About the length: JOS writes some class information at the start, instead of as part of each instance - e.g. the full field names are recorded once, and an index into that list of names is used for instances of the class. This makes the output longer if you write only one instance of the class, but is more efficient if you write several (different) instances of it. It's not clear to me if your example actually uses a class, but this is the general reason why JOS is longer than one would expect.
BTW: this is incidental, but I don't think JSON records class names (as you have in your example), and so it might not do what you need.

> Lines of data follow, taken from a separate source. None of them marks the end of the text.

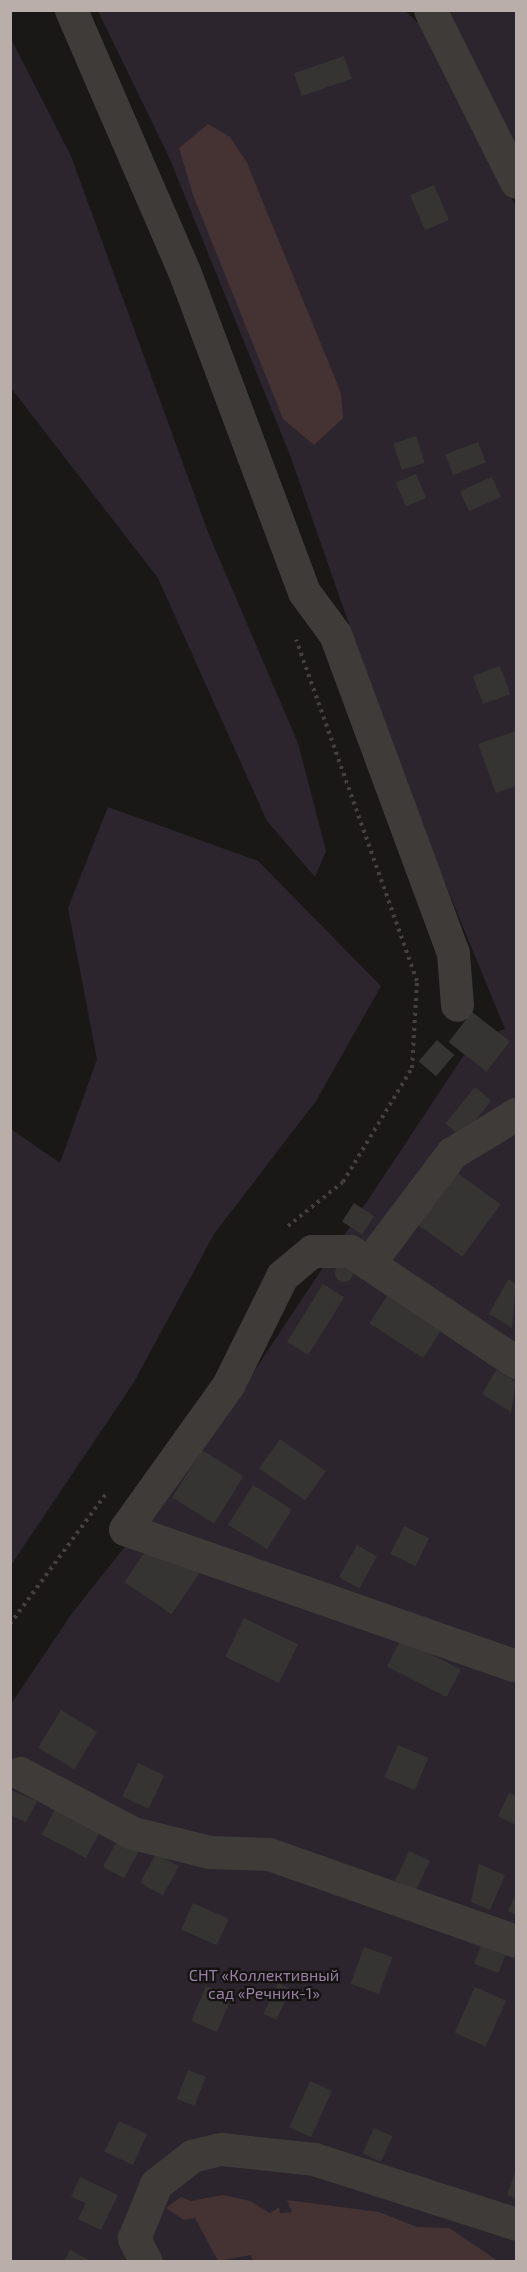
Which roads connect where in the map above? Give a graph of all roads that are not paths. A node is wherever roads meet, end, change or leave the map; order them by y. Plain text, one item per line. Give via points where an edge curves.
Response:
1 (71, 10) edge
2 (429, 10) edge
3 (516, 182) edge
4 (457, 1005) dead end
5 (516, 1114) edge
6 (369, 1263) junction
7 (516, 1362) edge
8 (513, 1665) dead end
9 (20, 1773) dead end
10 (516, 1941) edge
11 (516, 2224) edge
12 (146, 2262) edge

1 - 4 street via 184,271 304,592 335,634 453,953
2 - 3 street via 447,35
5 - 6 street via 452,1153
6 - 7 street
6 - 8 street via 350,1251 326,1248 290,1267 228,1384 125,1529
9 - 10 street via 133,1833 209,1852 269,1854
11 - 12 street via 314,2159 221,2149 192,2156 156,2184 134,2238

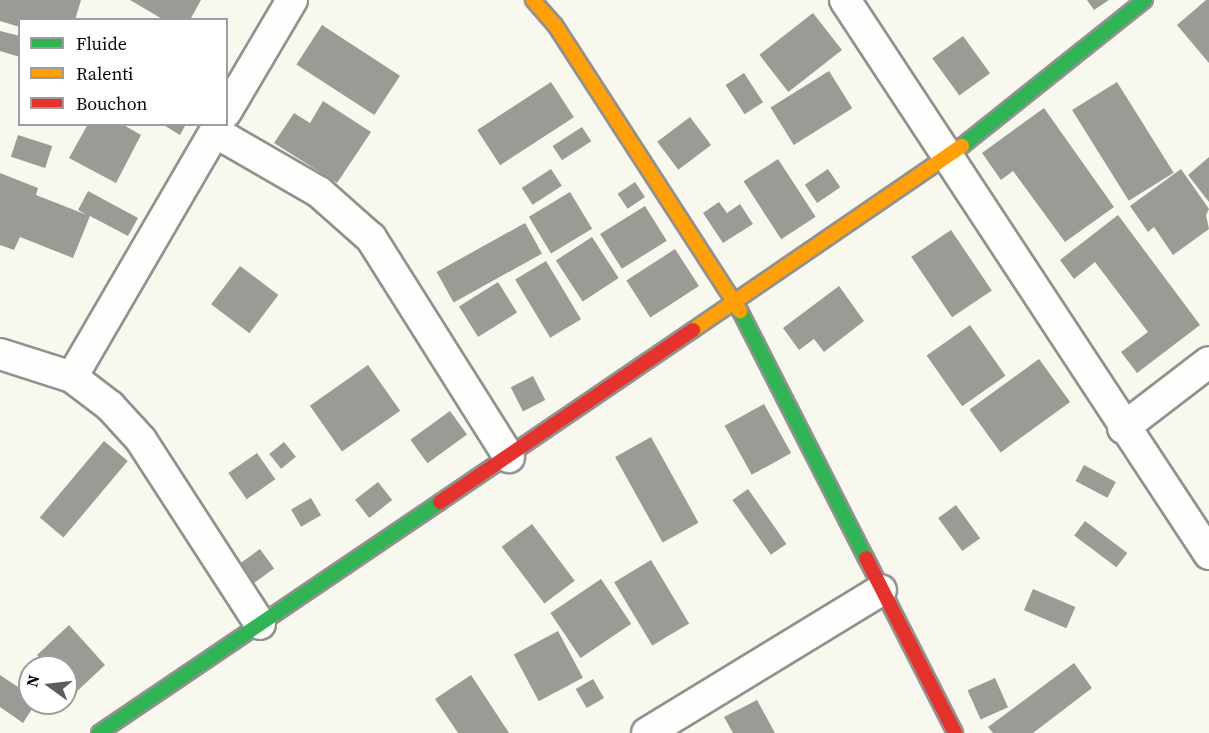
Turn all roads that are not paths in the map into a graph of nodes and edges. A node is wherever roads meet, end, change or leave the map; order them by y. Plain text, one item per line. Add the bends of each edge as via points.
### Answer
1 (292, 0) edge
2 (533, 0) edge
3 (845, 0) edge
4 (1145, 0) edge
5 (228, 109) edge
6 (218, 126) edge
7 (224, 126) edge
8 (950, 156) junction
9 (737, 304) junction
10 (0, 354) edge
11 (1209, 363) edge
12 (72, 377) junction
13 (1123, 428) junction
14 (509, 457) junction
15 (1209, 554) edge
16 (881, 590) junction
17 (260, 624) junction
18 (99, 733) edge
19 (647, 733) edge
20 (955, 733) edge

1 - 5 street
2 - 9 street via 555,25
3 - 8 street
4 - 8 street
6 - 12 street
7 - 14 street via 319,192 370,238
8 - 9 street
8 - 13 street
9 - 14 street
9 - 16 street
10 - 12 street
11 - 13 street
12 - 17 street via 110,406 141,440
13 - 15 street
14 - 17 street
16 - 19 street
16 - 20 street
17 - 18 street

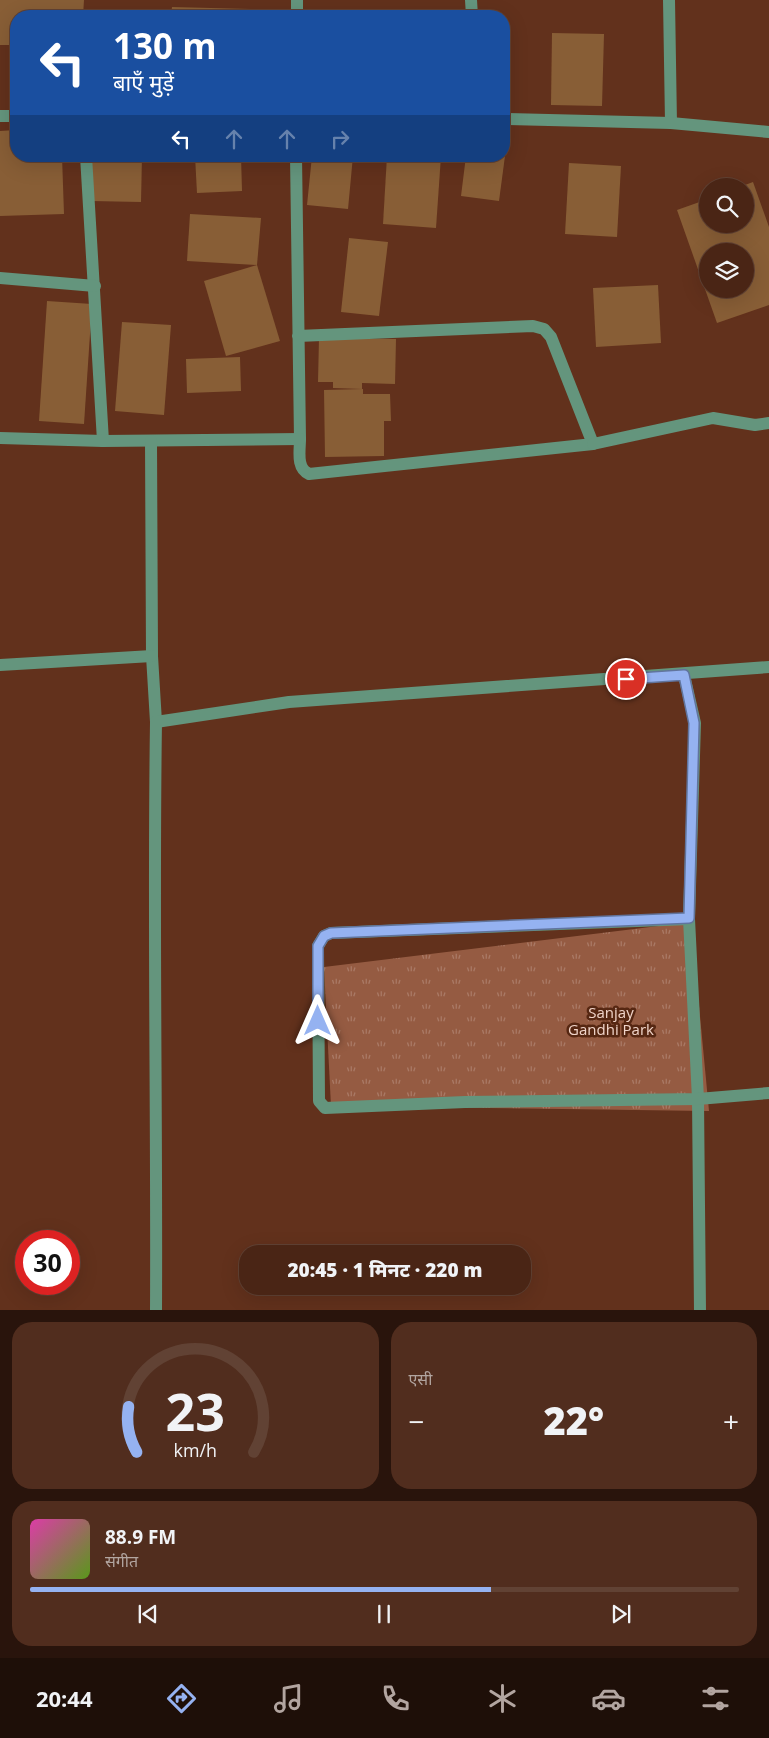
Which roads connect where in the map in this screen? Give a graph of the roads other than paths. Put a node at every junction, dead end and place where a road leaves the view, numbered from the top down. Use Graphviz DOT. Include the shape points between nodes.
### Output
graph roads {
  1 [pos="670,0"];
  2 [pos="510,119"];
  3 [pos="671,123"];
  4 [pos="769,132"];
  5 [pos="86,162"];
  6 [pos="296,162"];
  7 [pos="0,278"];
  8 [pos="95,286"];
  9 [pos="298,336"];
  10 [pos="769,423"];
  11 [pos="0,438"];
  12 [pos="300,439"];
  13 [pos="103,441"];
  14 [pos="151,441"];
  15 [pos="593,444"];
  16 [pos="152,656"];
  17 [pos="0,665"];
  18 [pos="769,667"];
  19 [pos="684,675"];
  20 [pos="156,722"];
  21 [pos="689,918"];
  22 [pos="769,1093"];
  23 [pos="698,1099"];
  24 [pos="156,1310"];
  25 [pos="700,1310"];
  1 -- 3 [label="street"];
  2 -- 3 [label="street"];
  3 -- 4 [label="street"];
  5 -- 8 [label="street"];
  6 -- 9 [label="street"];
  7 -- 8 [label="street"];
  8 -- 13 [label="street"];
  9 -- 12 [label="street"];
  9 -- 15 [label="street" via="533,326 544,329 551,337"];
  10 -- 15 [label="street" via="756,425 713,418"];
  11 -- 13 [label="street"];
  12 -- 14 [label="street"];
  12 -- 15 [label="street" via="301,467 308,474"];
  13 -- 14 [label="street"];
  14 -- 16 [label="street"];
  16 -- 17 [label="street"];
  16 -- 20 [label="street"];
  18 -- 19 [label="street"];
  19 -- 20 [label="street" via="289,702"];
  19 -- 21 [label="street" via="694,723"];
  20 -- 24 [label="street" via="153,890"];
  21 -- 23 [label="street"];
  21 -- 23 [label="street" via="331,933 324,936 318,946 318,1095 326,1108 465,1102"];
  22 -- 23 [label="street"];
  23 -- 25 [label="street"];
}
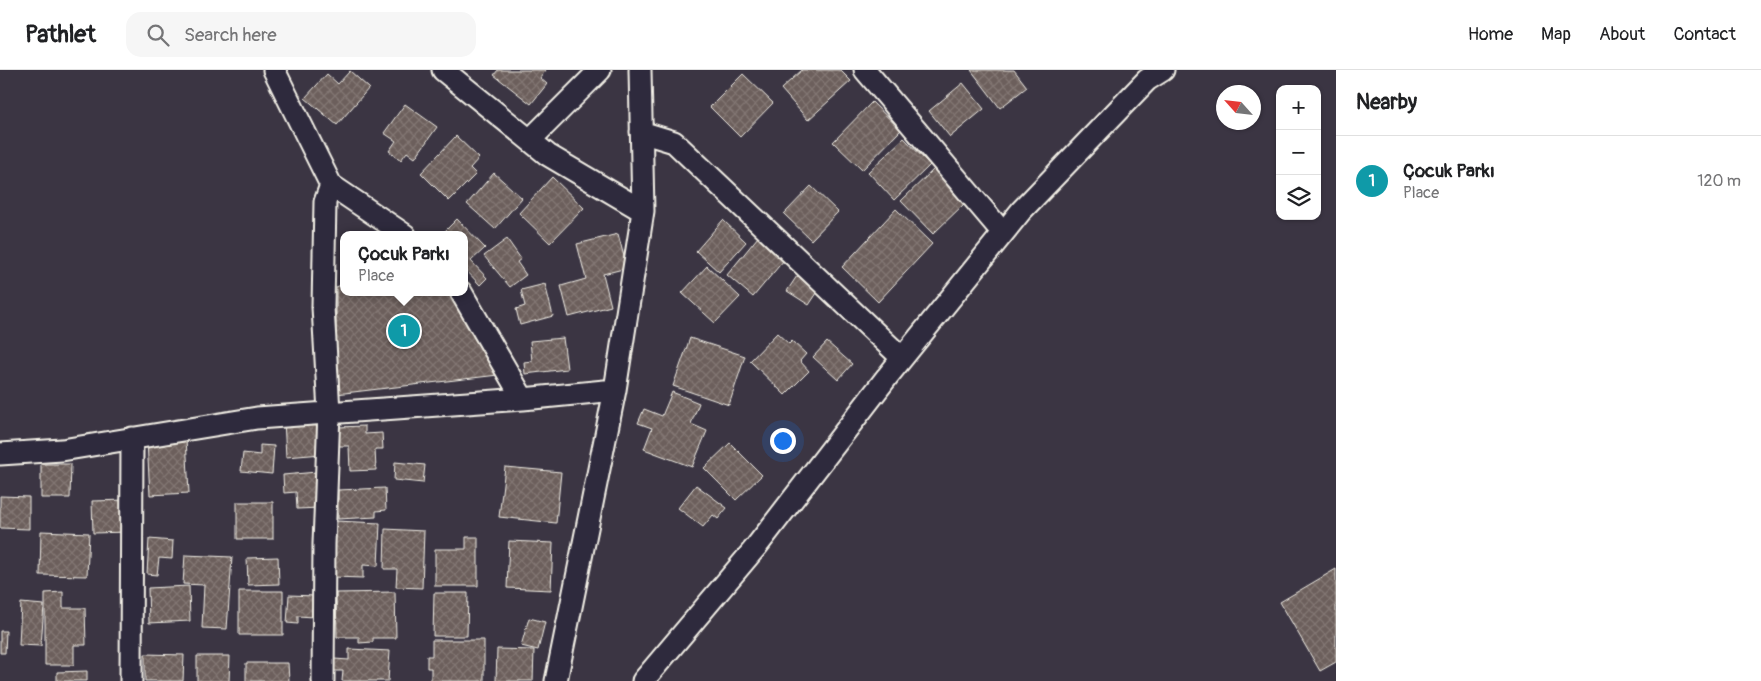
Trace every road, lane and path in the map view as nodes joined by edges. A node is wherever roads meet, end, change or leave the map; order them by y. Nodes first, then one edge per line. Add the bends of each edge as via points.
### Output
1 (274, 70) edge
2 (443, 70) edge
3 (600, 70) edge
4 (640, 70) edge
5 (865, 70) edge
6 (1150, 73) edge
7 (641, 132) junction
8 (530, 140) junction
9 (331, 185) junction
10 (643, 211) junction
11 (399, 231) edge
12 (1003, 233) junction
13 (463, 296) edge
14 (902, 358) junction
15 (615, 390) junction
16 (523, 399) junction
17 (329, 412) junction
18 (132, 438) junction
19 (0, 454) edge
20 (131, 681) edge
21 (323, 681) edge
22 (556, 681) edge
23 (643, 681) edge

1 - 9 street
2 - 8 street
3 - 8 street
4 - 7 street
5 - 12 street
6 - 12 street
7 - 10 street
7 - 14 street via 674,142
8 - 10 street via 548,156
9 - 11 street
9 - 17 street via 326,202 324,307
10 - 15 street
12 - 14 street
13 - 16 street
14 - 23 street via 756,547
15 - 16 street
15 - 22 street
16 - 17 street
17 - 18 street via 257,418
17 - 21 street
18 - 19 street via 62,450
18 - 20 street

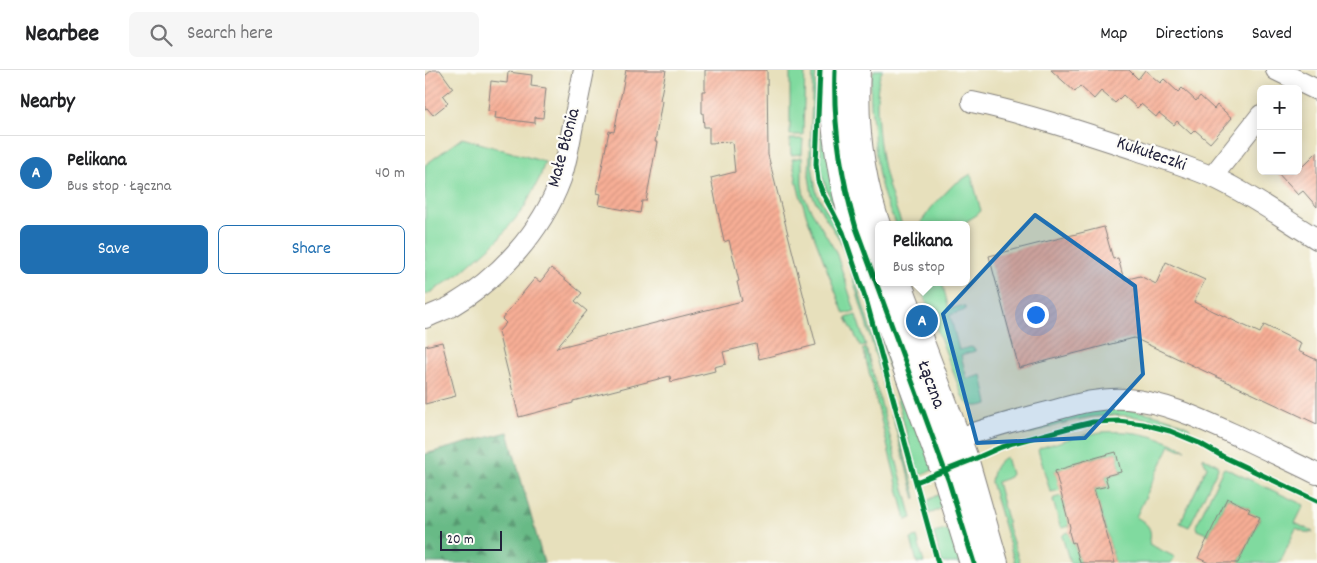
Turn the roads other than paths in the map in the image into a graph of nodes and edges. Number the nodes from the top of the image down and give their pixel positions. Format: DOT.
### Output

The reason why storing a tiny amount of information is serial form is relatively large is that it stores information about the classes of the objects it is serialising. If you store a duplicate of your list, then you'll see that the file hasn't grown by much. Store the same object twice and the difference is tiny.
The important pros are: relatively easy to use, quite fast and can evolve (just like XML). However, the data is rather opaque, it is Java-only, tightly couples data to classes and untrusted data can easily cause DoS. You should think about the serialised form, rather than just slapping implements Serializable everywhere.
If you don't have too much data, you can save objects into a java.util.Properties object. An example of a key/value pair would be user_1234_firstname = Peter. Using reflection to save and load objects can make things easier.